Archive | March 2012

Copyright Laws: Remix it.

Copyright Laws!  We have all pushed the boundary of copyright, admit it.  Is every music
file on your computer paid for? Did you download a few images for that video you made
yesterday? Did you remix or remediate something into you own work? Photoshopped an
image? Posted a song lyric? Yep. I thought so.

So how did copyright law become so stringent? I mean, 70 years AFTER the death of the
author/musican/producer pretty much means NO! you can’t use this. Ever.

But Take a Look…

Then Walt Disney did this…

This…is a remix. But. Don’t forget, copyright says remix is bad…it’s bad if you plan on
using anything remotely current. The Disney Corporation was a huge proponent of the
extension of copyright. Interesting since the magic of Disney is rooted in remix.
Well played, Disney.

However, there is something called Fair Use. This allows us to use copyrighted
materials in small amounts, for no monetary compensation, as students, but Youtube
will still tell you that your video has copyrighted material.

The reality is that the “copies” and remixes of  movies/music/etc and so on were not a
threat until technology advanced.  Now as we learned earlier in the semester, the
amateur can be JUST as “good” as the creator. Lawrence Lessig points out the
“(consumer generated) copy was inferior to the original; and second, the technologies
to enable a consumer copy to copy an RO [Read/only] token were extremely rare”
(Remix 36-37). Boy, times have changed. He also states that the most important
policy mistake is one that stifles the Sousarian instinct: a policy driven by the view
that the only way to protect RO culture is to render RW [Read/write] culture illegal.
That choice is a false choice” (50).

In A Nutshell

So. We are at an impasse buried in Copyright Laws. Fair use is a step toward progress,
but our tech savvy culture needs more. How can we protect the rights of the creators
without squelching the creativity of the consumers? Does the copyright still foster
creativity? We are a Read/Write culture… remix is at our fingertips.
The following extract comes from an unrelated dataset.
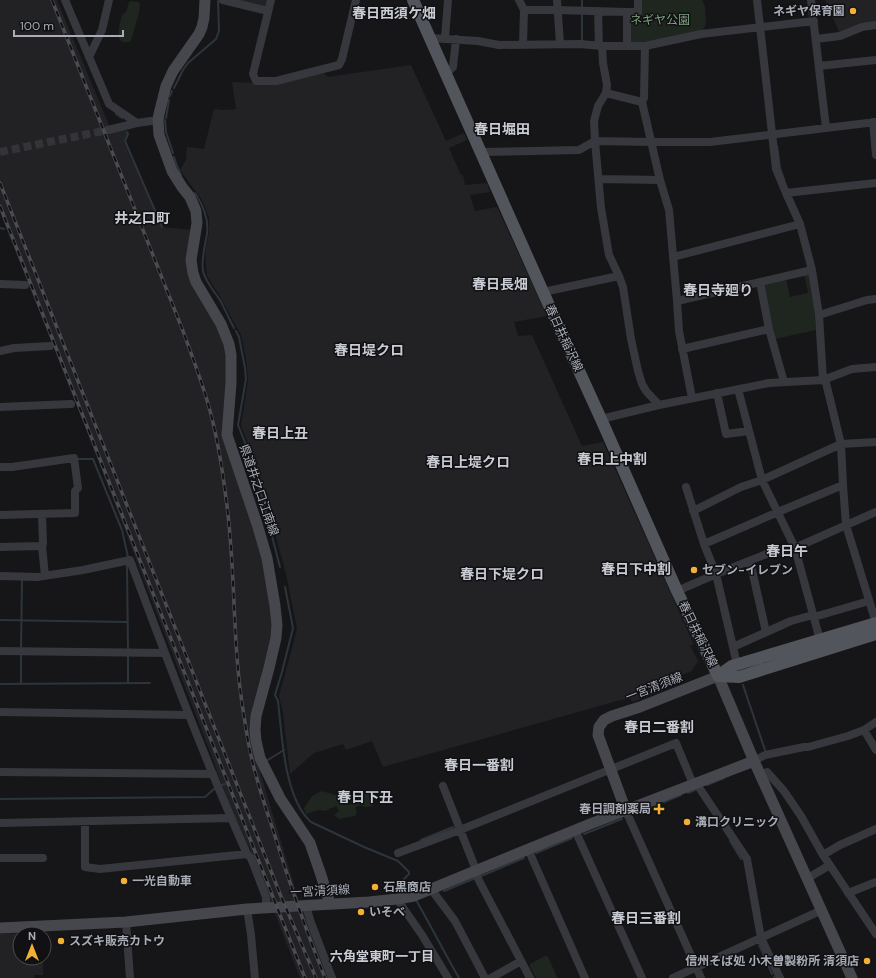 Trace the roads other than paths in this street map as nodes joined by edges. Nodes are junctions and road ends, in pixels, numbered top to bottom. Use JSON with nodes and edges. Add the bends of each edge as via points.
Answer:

The Remix Manifesto sets it up for us:

  1. culture builds on the past
  2. the past attempts to control the future
  3. culture is becoming less free
  4. limit the control of the past on culture

And now… it’s our job to enact #4.

Let's Remix it!



This is my Remix video. I used images, text and music to create a PSA against Mountaintop Removal. Under copyright laws, I have definitely crossed a line in that I have used a DMB song for 2 mins. However, this is a project for a course with no monetary gain and part of the purpose is to engage with the conversation of the limitations placed on remix and the boundaries of copyright. One important thing to note is that the images (many of them) were originally located within the associated press which allowed multiple publications to use them with a nod toward to source of the image. While some of the images are definitely speaking out against mountaintop removal (strip mining) some of the images were in articles to represent camping locations, tourism and commentary on the shift of the welcome to WV signs. Additionally, the “Just Say No” campaign is a conversation regarding drugs, but here it is repurposed to outset the business issues in WV. “The Dreaming Tree” establishes a conversation about missing what has disappeared; interestingly, it is also the title for the Dave Matthews craft wine. He has even repurposed his own song in that space. A public service announcement is a way to reach an audience that the activist groups may not reach because their publications are widely read by those who believe in their cause and the tourism images are not widely broadcast to an audience that is not already interested in visiting the state of WV. By coupling the mining, the mountains and the people of WV, the pathos of the PSA attempts to draw the audience into the realities of mountaintop removal issues, the everyday effects.